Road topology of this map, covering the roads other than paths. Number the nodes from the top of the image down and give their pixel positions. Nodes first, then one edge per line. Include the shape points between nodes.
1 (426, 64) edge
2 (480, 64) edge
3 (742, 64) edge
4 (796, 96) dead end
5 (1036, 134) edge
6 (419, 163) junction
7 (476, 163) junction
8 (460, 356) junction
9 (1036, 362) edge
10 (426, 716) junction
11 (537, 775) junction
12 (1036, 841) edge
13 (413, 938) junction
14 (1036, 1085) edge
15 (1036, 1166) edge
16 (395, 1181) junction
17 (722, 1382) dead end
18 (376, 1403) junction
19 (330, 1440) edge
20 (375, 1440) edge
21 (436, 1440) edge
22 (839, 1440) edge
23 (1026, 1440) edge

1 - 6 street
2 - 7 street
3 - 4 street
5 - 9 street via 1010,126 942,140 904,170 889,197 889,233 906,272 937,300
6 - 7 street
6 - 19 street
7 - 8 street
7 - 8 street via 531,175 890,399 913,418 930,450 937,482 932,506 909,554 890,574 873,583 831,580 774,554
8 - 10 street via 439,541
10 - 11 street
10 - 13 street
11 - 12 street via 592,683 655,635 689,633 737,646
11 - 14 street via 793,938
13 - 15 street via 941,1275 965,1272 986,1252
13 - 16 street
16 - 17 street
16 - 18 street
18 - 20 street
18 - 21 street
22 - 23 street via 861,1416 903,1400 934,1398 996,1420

=====

*PROMPT*:
From the first line to the last, copy the records without alteration.

*YOUR SOLUTION*:
Road topology of this map, covering the roads other than paths. Number the nodes from the top of the image down and give their pixel positions. Nodes first, then one edge per line. Include the shape points between nodes.
1 (426, 64) edge
2 (480, 64) edge
3 (742, 64) edge
4 (796, 96) dead end
5 (1036, 134) edge
6 (419, 163) junction
7 (476, 163) junction
8 (460, 356) junction
9 (1036, 362) edge
10 (426, 716) junction
11 (537, 775) junction
12 (1036, 841) edge
13 (413, 938) junction
14 (1036, 1085) edge
15 (1036, 1166) edge
16 (395, 1181) junction
17 (722, 1382) dead end
18 (376, 1403) junction
19 (330, 1440) edge
20 (375, 1440) edge
21 (436, 1440) edge
22 (839, 1440) edge
23 (1026, 1440) edge

1 - 6 street
2 - 7 street
3 - 4 street
5 - 9 street via 1010,126 942,140 904,170 889,197 889,233 906,272 937,300
6 - 7 street
6 - 19 street
7 - 8 street
7 - 8 street via 531,175 890,399 913,418 930,450 937,482 932,506 909,554 890,574 873,583 831,580 774,554
8 - 10 street via 439,541
10 - 11 street
10 - 13 street
11 - 12 street via 592,683 655,635 689,633 737,646
11 - 14 street via 793,938
13 - 15 street via 941,1275 965,1272 986,1252
13 - 16 street
16 - 17 street
16 - 18 street
18 - 20 street
18 - 21 street
22 - 23 street via 861,1416 903,1400 934,1398 996,1420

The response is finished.